> Source material
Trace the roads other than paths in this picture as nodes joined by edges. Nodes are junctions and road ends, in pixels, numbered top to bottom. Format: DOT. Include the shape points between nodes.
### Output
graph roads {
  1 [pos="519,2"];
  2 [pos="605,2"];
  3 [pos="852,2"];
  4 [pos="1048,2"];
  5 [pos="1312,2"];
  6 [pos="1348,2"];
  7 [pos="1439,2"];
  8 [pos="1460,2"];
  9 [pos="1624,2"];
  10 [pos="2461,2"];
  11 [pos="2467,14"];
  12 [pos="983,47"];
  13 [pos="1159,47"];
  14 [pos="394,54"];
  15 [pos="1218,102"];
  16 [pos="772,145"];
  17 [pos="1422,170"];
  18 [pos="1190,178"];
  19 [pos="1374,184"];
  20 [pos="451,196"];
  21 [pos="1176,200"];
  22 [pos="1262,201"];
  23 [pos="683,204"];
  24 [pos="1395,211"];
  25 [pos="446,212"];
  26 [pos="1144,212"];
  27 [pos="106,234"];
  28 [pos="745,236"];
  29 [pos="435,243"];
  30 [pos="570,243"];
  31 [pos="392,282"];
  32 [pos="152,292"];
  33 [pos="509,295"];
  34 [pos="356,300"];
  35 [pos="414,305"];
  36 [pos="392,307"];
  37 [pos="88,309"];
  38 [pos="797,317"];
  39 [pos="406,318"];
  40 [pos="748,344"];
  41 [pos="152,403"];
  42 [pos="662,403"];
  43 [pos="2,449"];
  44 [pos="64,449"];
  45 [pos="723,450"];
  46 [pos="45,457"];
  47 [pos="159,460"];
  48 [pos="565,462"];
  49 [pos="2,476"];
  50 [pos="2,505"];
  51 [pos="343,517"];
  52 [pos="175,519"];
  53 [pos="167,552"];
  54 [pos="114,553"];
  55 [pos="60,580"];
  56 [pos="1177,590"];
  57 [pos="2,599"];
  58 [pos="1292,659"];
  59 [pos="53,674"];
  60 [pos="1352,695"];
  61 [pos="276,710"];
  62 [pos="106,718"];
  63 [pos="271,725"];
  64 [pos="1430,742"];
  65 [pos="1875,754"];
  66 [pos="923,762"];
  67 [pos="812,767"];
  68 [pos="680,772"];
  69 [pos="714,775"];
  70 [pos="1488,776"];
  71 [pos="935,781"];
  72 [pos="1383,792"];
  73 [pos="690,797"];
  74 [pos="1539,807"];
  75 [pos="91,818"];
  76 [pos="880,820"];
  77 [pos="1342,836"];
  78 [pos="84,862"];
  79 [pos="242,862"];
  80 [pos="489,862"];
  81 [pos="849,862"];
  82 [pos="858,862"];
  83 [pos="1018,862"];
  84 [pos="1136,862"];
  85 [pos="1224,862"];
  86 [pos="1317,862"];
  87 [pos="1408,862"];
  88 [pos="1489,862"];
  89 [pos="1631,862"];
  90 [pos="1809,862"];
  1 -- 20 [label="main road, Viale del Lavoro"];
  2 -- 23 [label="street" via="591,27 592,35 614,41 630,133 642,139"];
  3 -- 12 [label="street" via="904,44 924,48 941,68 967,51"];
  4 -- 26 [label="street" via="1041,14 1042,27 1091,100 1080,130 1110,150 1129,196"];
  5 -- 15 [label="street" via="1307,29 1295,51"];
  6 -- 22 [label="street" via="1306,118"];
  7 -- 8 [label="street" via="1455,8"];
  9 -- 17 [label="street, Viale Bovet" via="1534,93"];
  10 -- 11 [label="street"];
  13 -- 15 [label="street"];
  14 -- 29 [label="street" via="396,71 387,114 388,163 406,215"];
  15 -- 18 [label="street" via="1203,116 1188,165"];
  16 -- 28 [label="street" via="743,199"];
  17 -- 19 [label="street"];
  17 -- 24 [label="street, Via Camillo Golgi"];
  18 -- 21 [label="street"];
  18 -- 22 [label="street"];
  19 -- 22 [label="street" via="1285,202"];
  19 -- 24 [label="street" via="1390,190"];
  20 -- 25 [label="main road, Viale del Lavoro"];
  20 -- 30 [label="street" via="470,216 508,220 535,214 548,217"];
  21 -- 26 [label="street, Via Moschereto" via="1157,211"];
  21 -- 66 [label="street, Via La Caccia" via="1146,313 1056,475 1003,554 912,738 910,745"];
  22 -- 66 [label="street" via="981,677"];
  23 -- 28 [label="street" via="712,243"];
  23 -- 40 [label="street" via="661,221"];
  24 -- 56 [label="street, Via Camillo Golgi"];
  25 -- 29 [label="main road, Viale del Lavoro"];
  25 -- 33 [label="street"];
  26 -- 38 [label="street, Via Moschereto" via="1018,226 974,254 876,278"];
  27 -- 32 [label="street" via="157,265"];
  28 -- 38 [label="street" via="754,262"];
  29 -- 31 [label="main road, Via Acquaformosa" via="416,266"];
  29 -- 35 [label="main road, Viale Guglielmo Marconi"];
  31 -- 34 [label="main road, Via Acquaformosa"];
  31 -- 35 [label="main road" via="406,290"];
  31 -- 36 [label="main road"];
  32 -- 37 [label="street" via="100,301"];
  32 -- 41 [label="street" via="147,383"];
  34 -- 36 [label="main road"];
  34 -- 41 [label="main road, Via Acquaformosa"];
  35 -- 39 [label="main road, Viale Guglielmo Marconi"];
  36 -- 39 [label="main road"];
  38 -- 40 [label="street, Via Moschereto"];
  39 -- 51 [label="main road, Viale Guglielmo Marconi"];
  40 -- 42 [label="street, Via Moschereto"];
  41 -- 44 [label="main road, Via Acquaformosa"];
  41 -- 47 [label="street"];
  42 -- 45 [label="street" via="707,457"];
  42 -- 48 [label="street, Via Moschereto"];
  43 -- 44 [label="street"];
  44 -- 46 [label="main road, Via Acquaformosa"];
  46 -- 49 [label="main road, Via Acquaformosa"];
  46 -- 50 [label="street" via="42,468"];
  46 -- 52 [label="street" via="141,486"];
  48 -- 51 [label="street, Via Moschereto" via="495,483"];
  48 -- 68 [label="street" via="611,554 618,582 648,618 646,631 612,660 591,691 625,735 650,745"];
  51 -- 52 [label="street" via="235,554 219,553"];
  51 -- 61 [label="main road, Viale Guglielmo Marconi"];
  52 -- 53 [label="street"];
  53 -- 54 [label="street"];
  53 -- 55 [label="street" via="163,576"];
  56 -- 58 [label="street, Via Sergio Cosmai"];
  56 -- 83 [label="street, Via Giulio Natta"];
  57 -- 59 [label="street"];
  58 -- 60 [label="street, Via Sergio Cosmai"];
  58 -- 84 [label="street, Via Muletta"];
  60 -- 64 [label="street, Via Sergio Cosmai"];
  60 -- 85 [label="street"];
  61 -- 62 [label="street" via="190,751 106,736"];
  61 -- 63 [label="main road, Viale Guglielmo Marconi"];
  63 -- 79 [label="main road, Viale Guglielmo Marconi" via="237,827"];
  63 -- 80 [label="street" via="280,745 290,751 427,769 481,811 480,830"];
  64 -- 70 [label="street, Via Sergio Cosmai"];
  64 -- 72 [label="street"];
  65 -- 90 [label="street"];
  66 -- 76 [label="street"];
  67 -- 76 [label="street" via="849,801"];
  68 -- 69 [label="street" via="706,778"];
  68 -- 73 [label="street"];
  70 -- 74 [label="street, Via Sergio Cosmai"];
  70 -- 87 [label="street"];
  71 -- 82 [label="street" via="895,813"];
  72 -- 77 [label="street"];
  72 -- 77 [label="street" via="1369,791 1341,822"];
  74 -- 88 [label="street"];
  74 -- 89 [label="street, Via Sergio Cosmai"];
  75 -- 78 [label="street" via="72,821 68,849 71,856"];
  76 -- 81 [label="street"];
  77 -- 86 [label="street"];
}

> About this task
Using the records above, filter out every line that lacks the string "Sergio" and copy the rest.

> Response to the exercise
  56 -- 58 [label="street, Via Sergio Cosmai"];
  58 -- 60 [label="street, Via Sergio Cosmai"];
  60 -- 64 [label="street, Via Sergio Cosmai"];
  64 -- 70 [label="street, Via Sergio Cosmai"];
  70 -- 74 [label="street, Via Sergio Cosmai"];
  74 -- 89 [label="street, Via Sergio Cosmai"];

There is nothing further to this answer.